The Lucky One, however, was not one of Milne’s more successful works nor, sad to say, ought it to have been.  It is a rather tired treatment of the age-old conflict between brothers – the golden boy and his less-favored sibling - a story as old as that of Cain and Abel and of Jacob and Esau.  There is also the overlay that perhaps things are not quite what they seem and we really ought to try to see things from the other guy’s perspective, shouldn’t we?  It should come as no surprise then that when The Lucky One was first produced on Broadway in 1922, it closed after only 40 performances.
 
Now the Mint Theater Company, justifiably acclaimed as one of the finest off-Broadway theater companies in the city, has chosen to stage the first ever revival of this play at the Beckett Theater at Theatre Row on West 42nd Street in midtown Manhattan.  Since its founding in 1995, the Mint has been dedicated to the mission of unearthing and producing lost or neglected but worthwhile plays of the past and infusing them with new vitality and over the past two decades, it has staged superb revivals of seldom seen works by playwrights as diverse as Edith Wharton, Thomas Wolfe, D.H. Lawrence, John Galsworthy, Leo Tolstoy, Ernest Hemingway, and Arnold Bennett.
  
Now, from a theatrical standpoint, the Mint has scored another success with its revival of The Lucky One.  The performances, the direction, the set – all are exemplary as we have come to expect from the Mint.  It is only the play itself that is wanting.

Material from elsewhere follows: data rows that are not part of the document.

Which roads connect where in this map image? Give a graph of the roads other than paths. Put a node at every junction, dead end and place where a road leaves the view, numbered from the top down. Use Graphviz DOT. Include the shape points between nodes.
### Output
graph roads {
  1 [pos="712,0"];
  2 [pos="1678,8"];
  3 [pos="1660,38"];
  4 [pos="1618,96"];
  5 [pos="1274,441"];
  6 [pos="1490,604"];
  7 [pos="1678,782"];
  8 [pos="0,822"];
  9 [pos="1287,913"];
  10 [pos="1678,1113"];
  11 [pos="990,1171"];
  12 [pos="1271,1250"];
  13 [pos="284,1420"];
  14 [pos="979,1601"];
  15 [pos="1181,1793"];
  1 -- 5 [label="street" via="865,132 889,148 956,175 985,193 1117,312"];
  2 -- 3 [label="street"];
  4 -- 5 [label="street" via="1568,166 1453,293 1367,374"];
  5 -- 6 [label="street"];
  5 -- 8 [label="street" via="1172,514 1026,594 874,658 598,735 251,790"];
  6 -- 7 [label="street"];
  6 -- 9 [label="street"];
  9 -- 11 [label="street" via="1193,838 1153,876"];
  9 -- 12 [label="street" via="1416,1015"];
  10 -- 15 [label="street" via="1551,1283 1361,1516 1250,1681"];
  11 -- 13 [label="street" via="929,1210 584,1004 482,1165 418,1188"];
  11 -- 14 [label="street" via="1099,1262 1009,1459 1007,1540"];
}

The play is the tale of two brothers: Gerald Farrington (Robert David Grant) who is the golden boy, working in the Foreign Service and engaged to be married to the lovely Pamela Carey (Paton Ashbrook) and his older and less-favored sibling, Bob Farrington (Ari Brand) who works as a broker in The City and who is Pamela’s close friend.  The underlying animosity between the brothers only emerges when Bob finds himself in legal trouble and Gerald fails to save him.

The ultimate confrontation between the two has been described in the play’s promotional material as being “as stirring as it is surprising,” but I found it to be neither.  Indeed, I found it all to be much too predictable.

In Twice Times, a children’s poem, Milne wrote about

… Two Little Bears who lived in a Wood,
And one of them was Bad and the other was Good….

…And then quite suddenly (just like Us)
One got Better and the other got Wuss….

…There may be a Moral, though some say not;
I think there's a moral, though I don't know what.
But if one gets better, as the other gets wuss,
These Two Little Bears are just like Us…
.
And in Winnie-the-Pooh, Milne wrote:

On Wednesday, when the sky is blue, 
And I have nothing else to do, 
I sometimes wonder if it's true 
That who is what and what is who.

For my money, these scraps of children’s verse say it all – and in simpler and much more entertaining fashion than does the play.

Which, of course, is not intended to take anything away from the play’s cast.  Both Robert David Grant and Ari Brand were excellent in their roles as the ill-starred brothers as was Paton Ashbrook as Pamela.  And the rest of the company, including Wynn Harmon and Deanne Lorette as the parents; Cynthia Harris as the great-aunt; Peggy J. Scott as Gerald’s old nurse; and Michael Frederic, Andrew Fallaize, and Mia Hutchinson-Shaw as family friends certainly brought as much to their roles as the play’s limitations would allow.

In particular, I would single out for praise Andrew Fallaize, who provided much of the play’s comic relief in his role as Thomas Todd, Gerald’s golf-obsessed friend.

And so my bottom line is this: I really don’t think this play was worth reviving in the first place.  But given that it was, the Mint Theater Company did a fine job of it.